Comparing JVMs on ARM/Linux
By Jim Connors 15 February 2012
For quite some time, Java Standard Edition releases have included
both client and server bytecode compilers (referred to as c1
and c2 respectively), whereas Java SE-Embedded binaries
only contained the client c1 compiler. The rationale for
excluding c2 stems from the fact that (1) eliminating optional
components saves space, where in the embedded world, space is at a
premium, and (2) embedded platforms were not given serious
consideration for handling server-like workloads. But all
that is about to change. In anticipation of the ARM
processor's legitimate entrance into the server market (see Calxeda),
Oracle has, with the latest update of Java SE-Embedded (7u2), made
the c2 compiler available for ARMv7/Linux platforms, further
enhancing performance for a large class of traditional server
applications.
These two compilers go about their business in different ways. Of the two, c1 is a lighter optimizing compiler, but has faster start up. It delivers excellent performance and as the default bytecode compiler, works extremely well in almost all situations. Compared to c1, c2 is the more aggressive optimizer and is suited for long-lived java processes. Although slower at start up, it can be shown to achieve better performance over time. As a case in point, take a look at the graph that follows.
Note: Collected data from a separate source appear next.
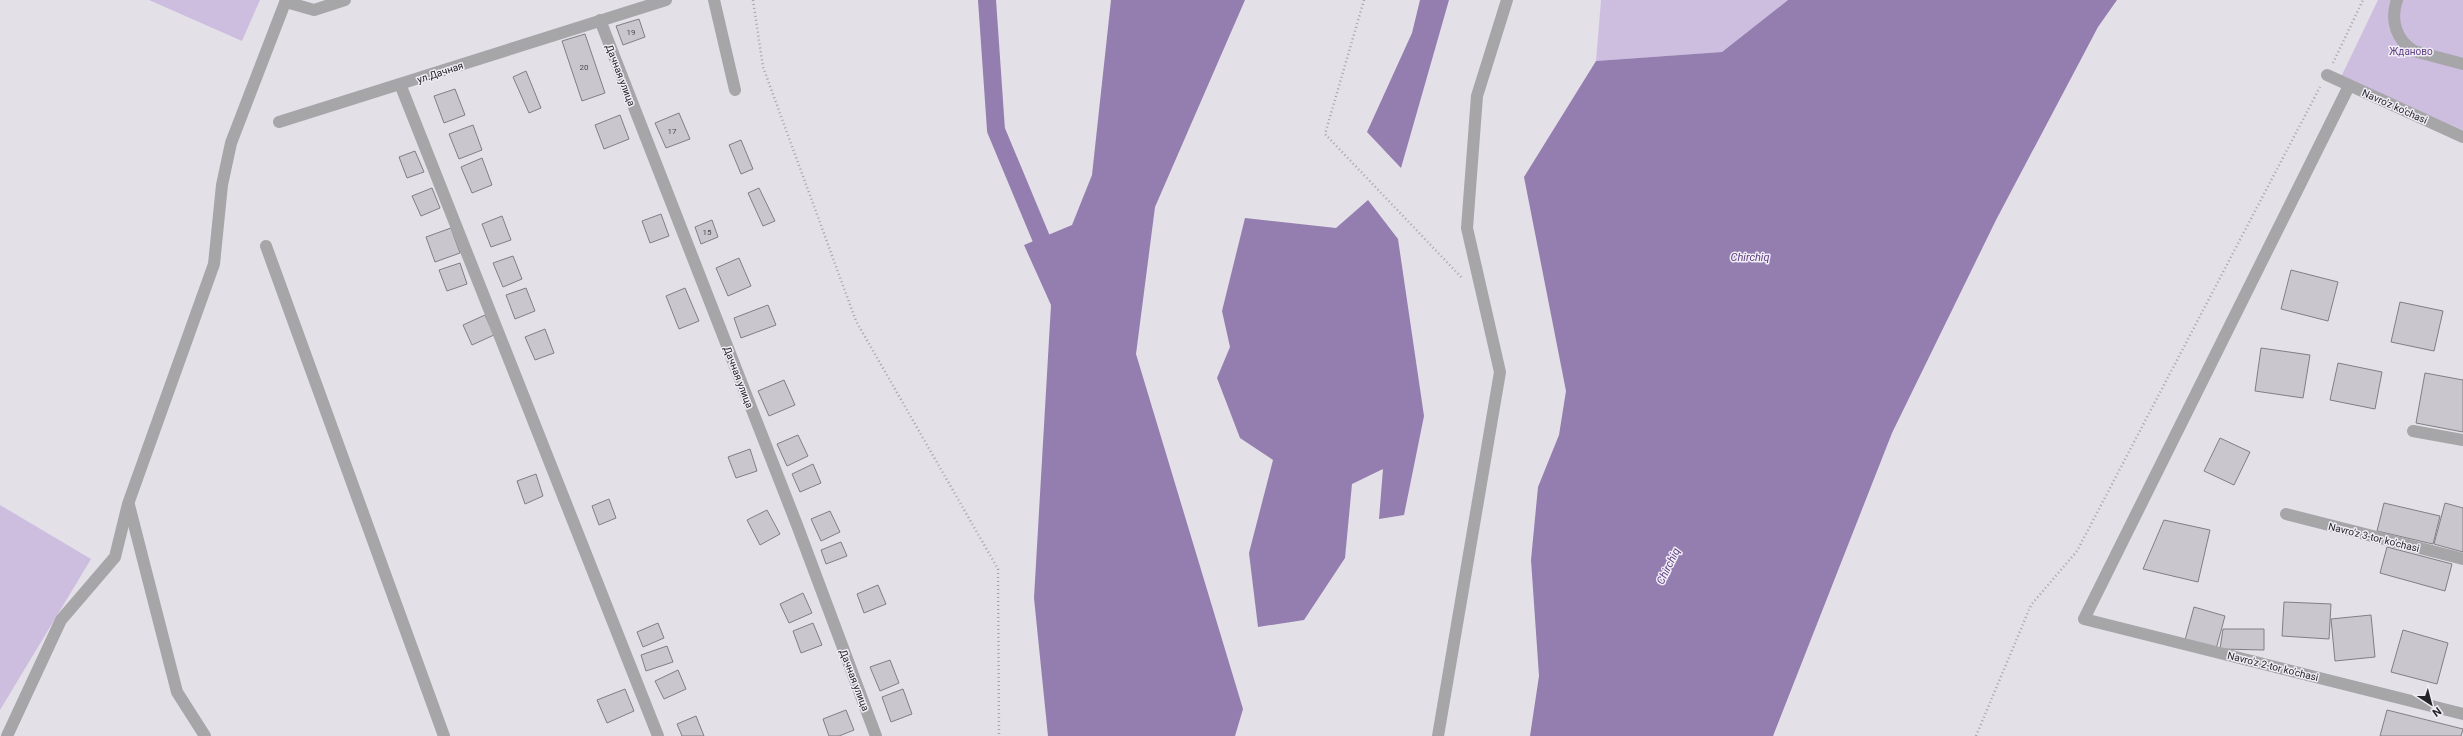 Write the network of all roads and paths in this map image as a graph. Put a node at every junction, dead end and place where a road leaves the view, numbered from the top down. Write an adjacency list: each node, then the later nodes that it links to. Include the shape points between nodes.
1 (345, 0): 9 (street, via 314,10)
2 (666, 0): 10 (street, ул.Дачная)
3 (714, 0): 15 (street)
4 (753, 0): 31 (path, via 763,67 856,321 998,569)
5 (1364, 0): 19 (path, via 1325,134)
6 (1507, 0): 19 (street, via 1477,96 1475,119 1467,228)
7 (2364, 0): 12 (path)
8 (2397, 0): 11 (street, via 2394,24 2408,48)
9 (286, 1): 22 (street, via 231,143 222,185 214,264)
10 (600, 20): 13 (street, ул.Дачная); 30 (street, Дачная улица, via 797,525)
11 (2463, 64)
12 (2327, 75): 14 (street, Navro'z ko'chasi); 33 (path, via 2078,551 2031,605)
13 (400, 84): 16 (street, ул.Дачная); 29 (street)
14 (2349, 86): 17 (street, Navro'z ko'chasi); 25 (street, Navro'z 2-tor ko'chasi, via 2084,619)
15 (735, 90)
16 (279, 122)
17 (2463, 137)
18 (266, 246): 28 (street)
19 (1484, 301): 32 (street, via 1500,372)
20 (2413, 430): 21 (street)
21 (2463, 440)
22 (128, 504): 26 (street, via 116,557 61,620); 27 (street, via 177,692)
23 (2286, 514): 24 (street, Navro'z 3-tor ko'chasi)
24 (2463, 559)
25 (2463, 714)
26 (7, 736)
27 (205, 736)
28 (444, 736)
29 (658, 736)
30 (876, 736)
31 (999, 736)
32 (1438, 736)
33 (1976, 736) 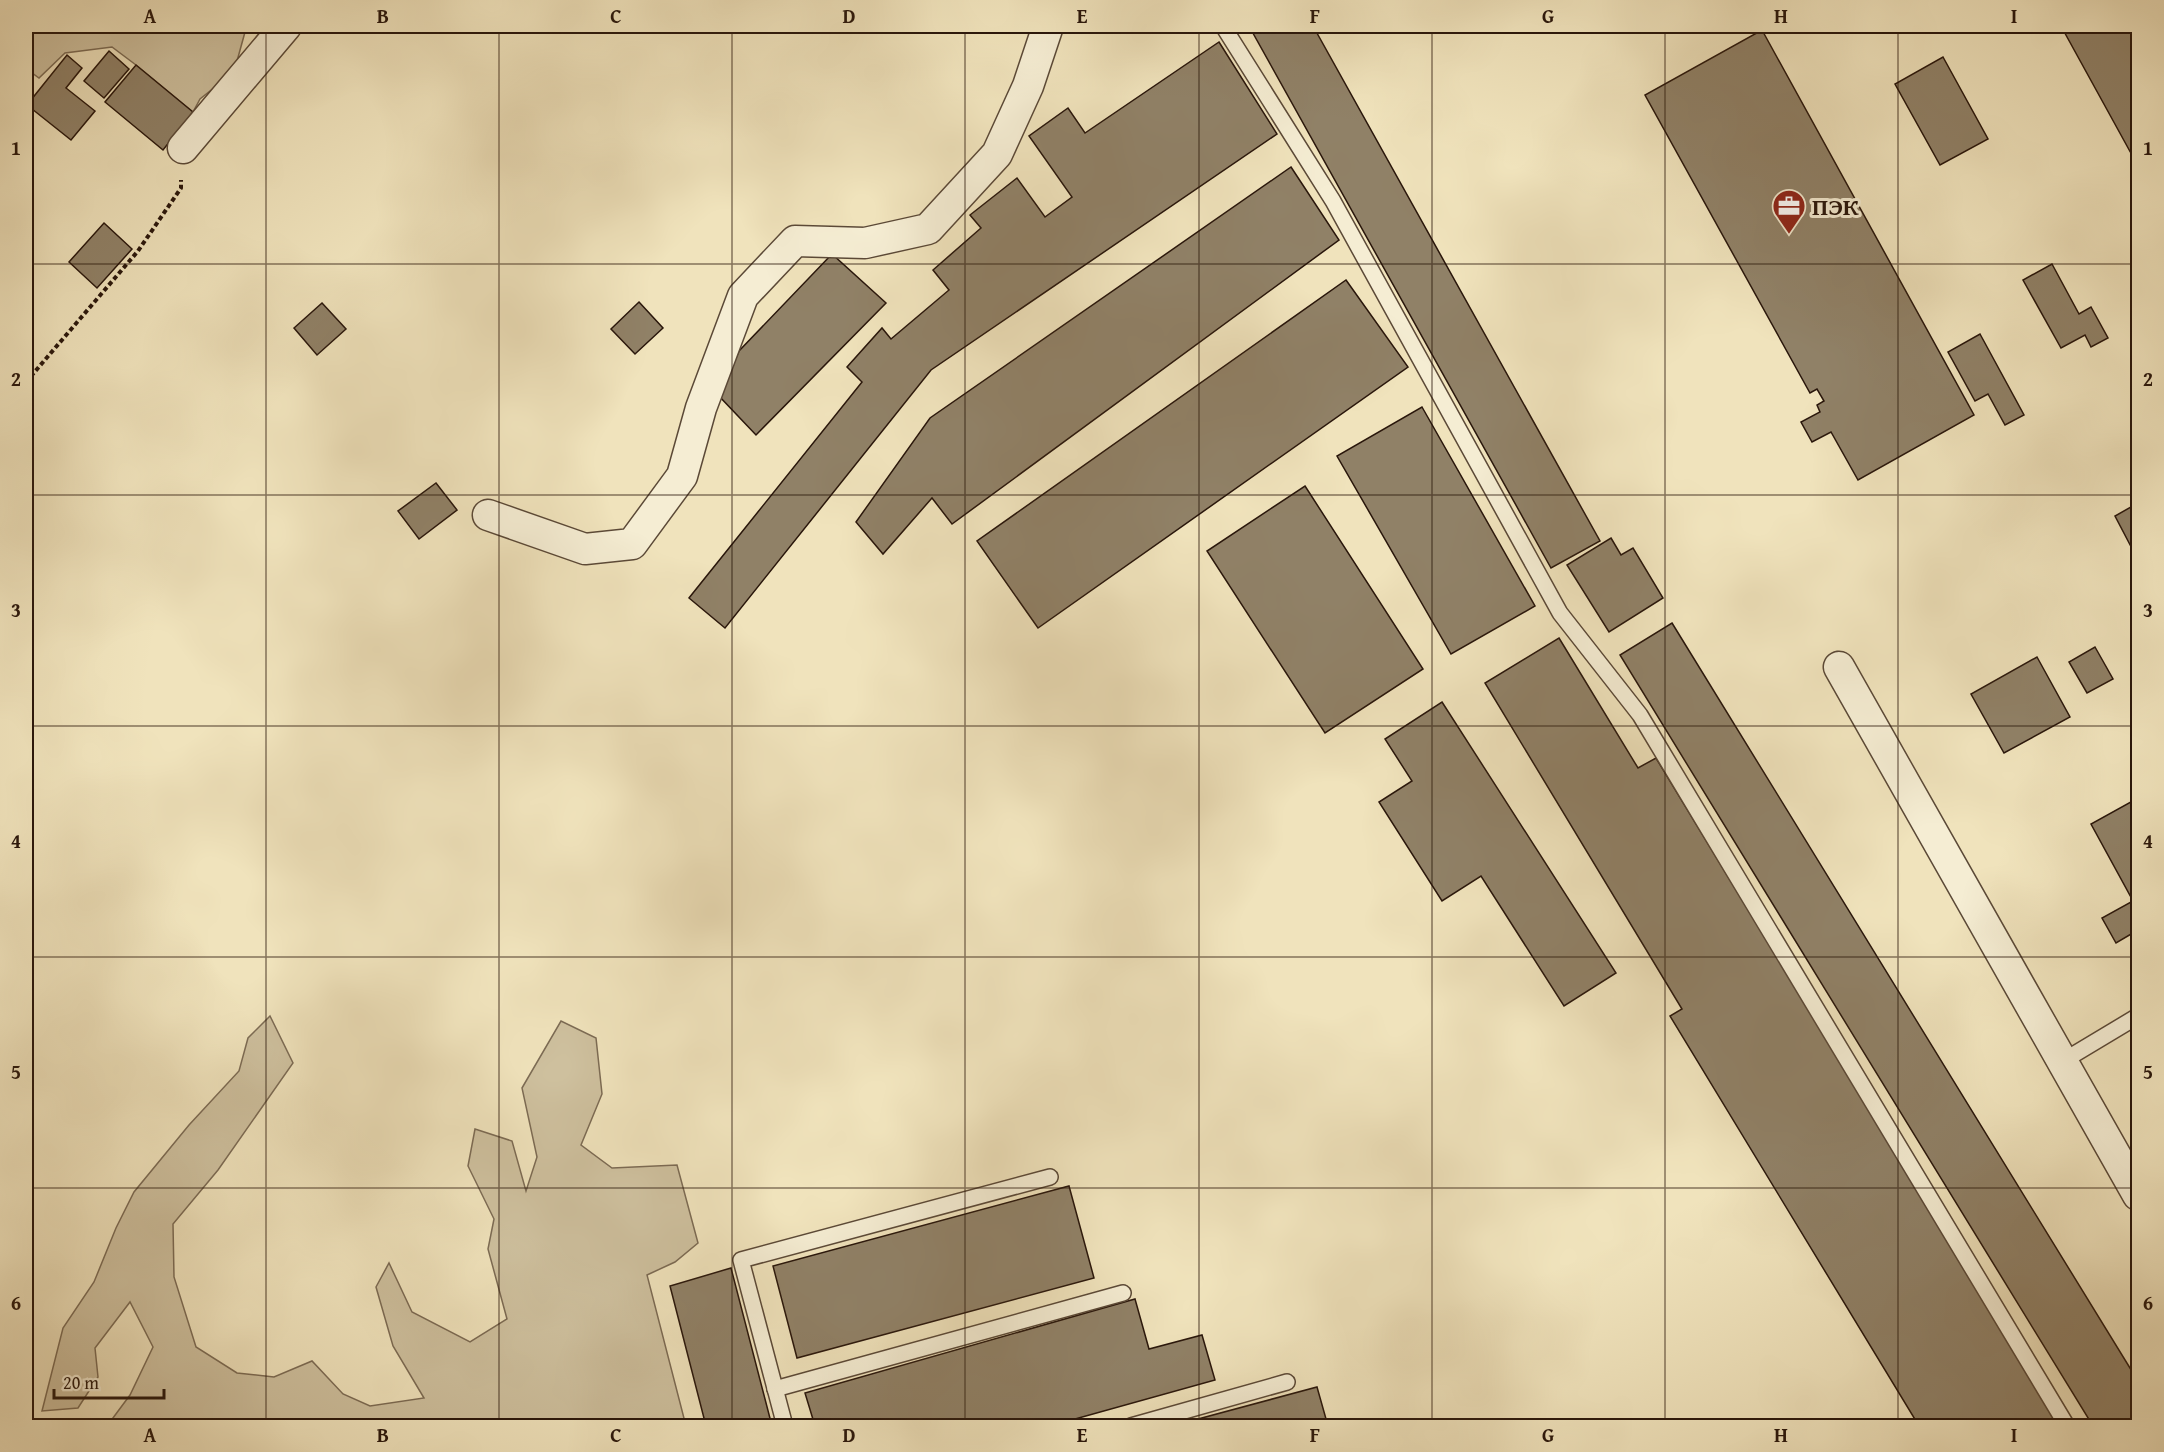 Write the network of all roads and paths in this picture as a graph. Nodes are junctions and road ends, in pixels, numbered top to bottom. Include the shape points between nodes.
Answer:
1 (286, 26) edge
2 (1048, 26) edge
3 (1223, 26) edge
4 (183, 148) joint
5 (26, 382) edge
6 (488, 515) dead end
7 (1839, 667) dead end
8 (2139, 1016) edge
9 (2063, 1061) junction
10 (1050, 1177) dead end
11 (2139, 1195) edge
12 (1123, 1293) dead end
13 (1287, 1382) dead end
14 (775, 1389) junction
15 (785, 1426) edge
16 (1131, 1426) edge
17 (2067, 1426) edge

1 - 4 street
2 - 6 street via 1028,86 997,154 928,229 865,243 795,241 743,296 701,408 682,476 632,544 585,549
3 - 17 lane via 1333,201 1560,614 1640,715
4 - 5 path via 181,188 138,251
7 - 9 street
8 - 9 lane
9 - 11 street
10 - 14 lane via 741,1260
12 - 14 lane
13 - 16 lane
14 - 15 lane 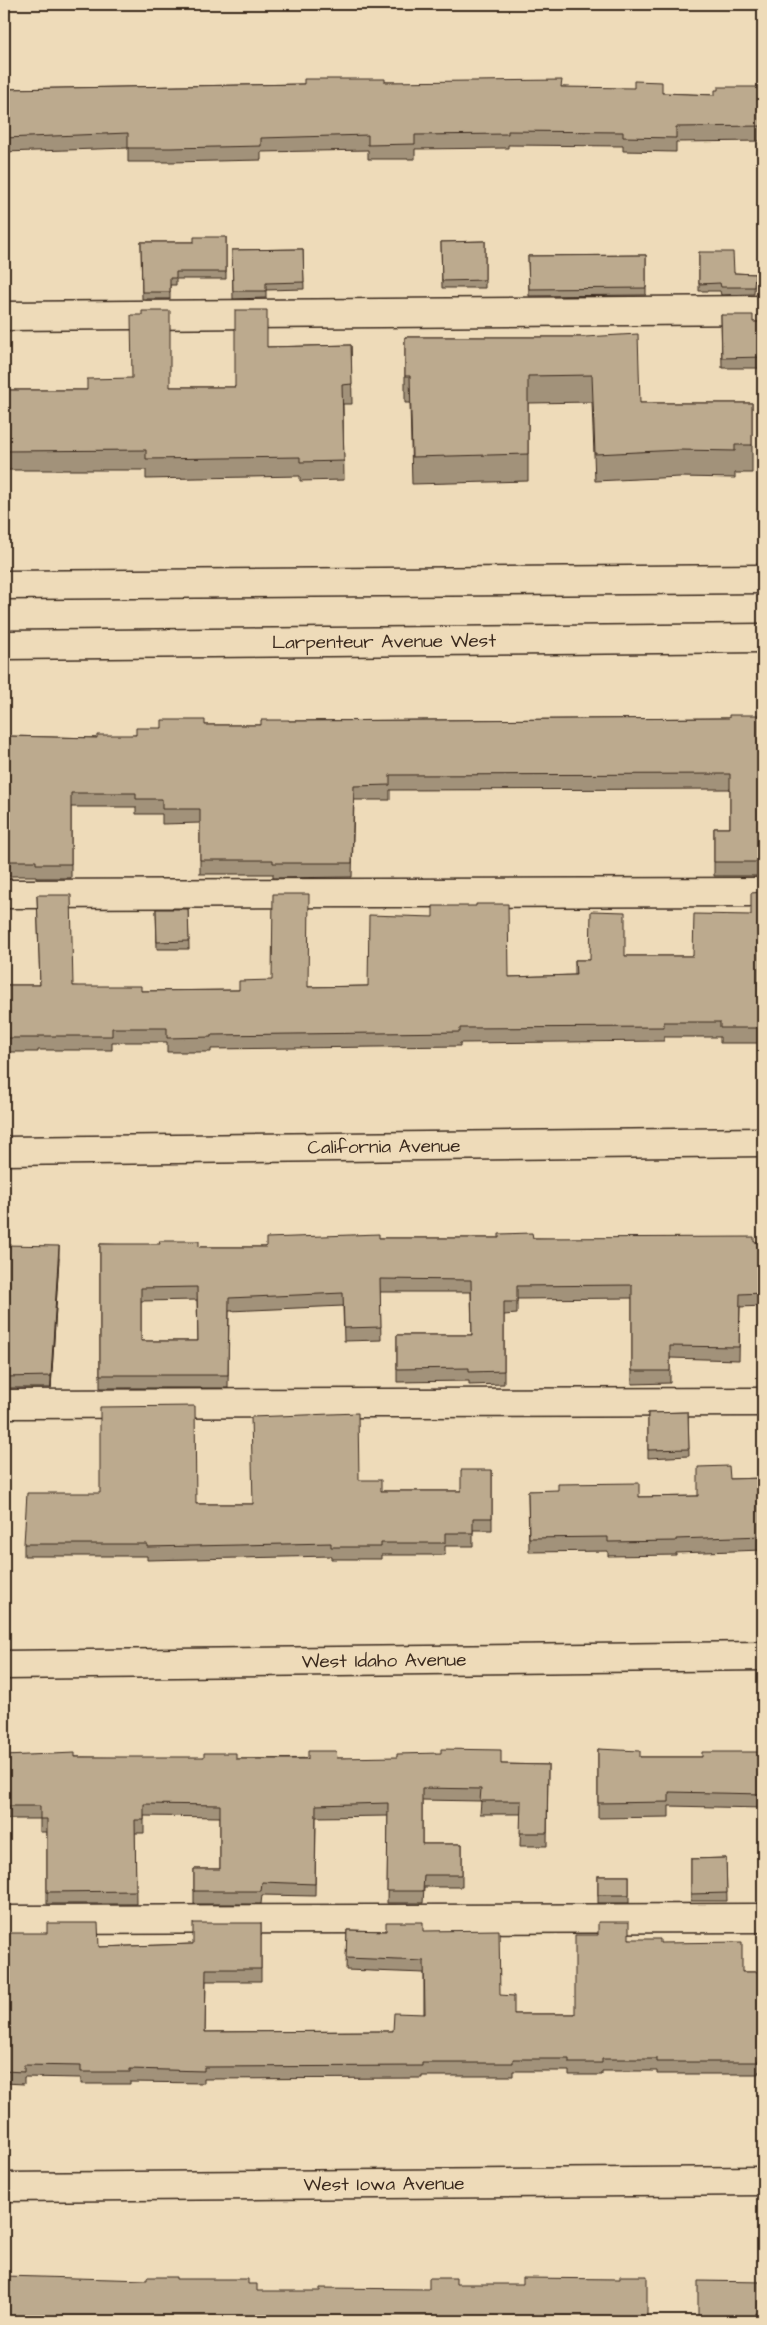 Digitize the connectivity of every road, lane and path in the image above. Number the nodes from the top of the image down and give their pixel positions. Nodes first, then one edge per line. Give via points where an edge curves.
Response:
1 (763, 310) edge
2 (4, 316) edge
3 (763, 579) edge
4 (4, 585) edge
5 (763, 638) edge
6 (4, 645) edge
7 (763, 892) edge
8 (4, 894) edge
9 (763, 1142) edge
10 (4, 1150) edge
11 (763, 1402) edge
12 (4, 1404) edge
13 (763, 1656) edge
14 (4, 1664) edge
15 (763, 1918) edge
16 (4, 1920) edge
17 (763, 2181) edge
18 (4, 2188) edge

1 - 2 street
3 - 4 street
5 - 6 street, Larpenteur Avenue West
7 - 8 street
9 - 10 street, California Avenue
11 - 12 street
13 - 14 street, West Idaho Avenue
15 - 16 street
17 - 18 street, West Iowa Avenue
One of the most popular Java-based applications, Apache Tomcat,
was installed on an ARMv7/Linux device. The chart
shows the relative performance, as defined by mean HTTP request
time, of the Tomcat server run with the c1 client compiler (red
line) and the c2 server compiler (blue line). The HTTP
request load was generated by an external system on a dedicated
network utilizing the ab (Apache Bench) program. The
closer the response time is to zero the better, you can see that
for the initial run of 25,000 HTTP requests, the c1 compiler
produces faster average response times than c2. It takes
time for the c2 compiler to "warm up", but once the threshold of
50,000 or so requests is met, the c2 compiler performance is
superior to c1. At 250,000 HTTP requests, mean response time
for the c2-based Tomcat server instance is 14% faster than its c1
counterpart.
It is important to realize that c2 assumes, and indeed requires more resources (i.e. memory). Our sample device with 1GB RAM, was more than adequate for these rounds of tests. Of course your mileage may vary, but if you have the right hardware and the right workload, give c2 a further look.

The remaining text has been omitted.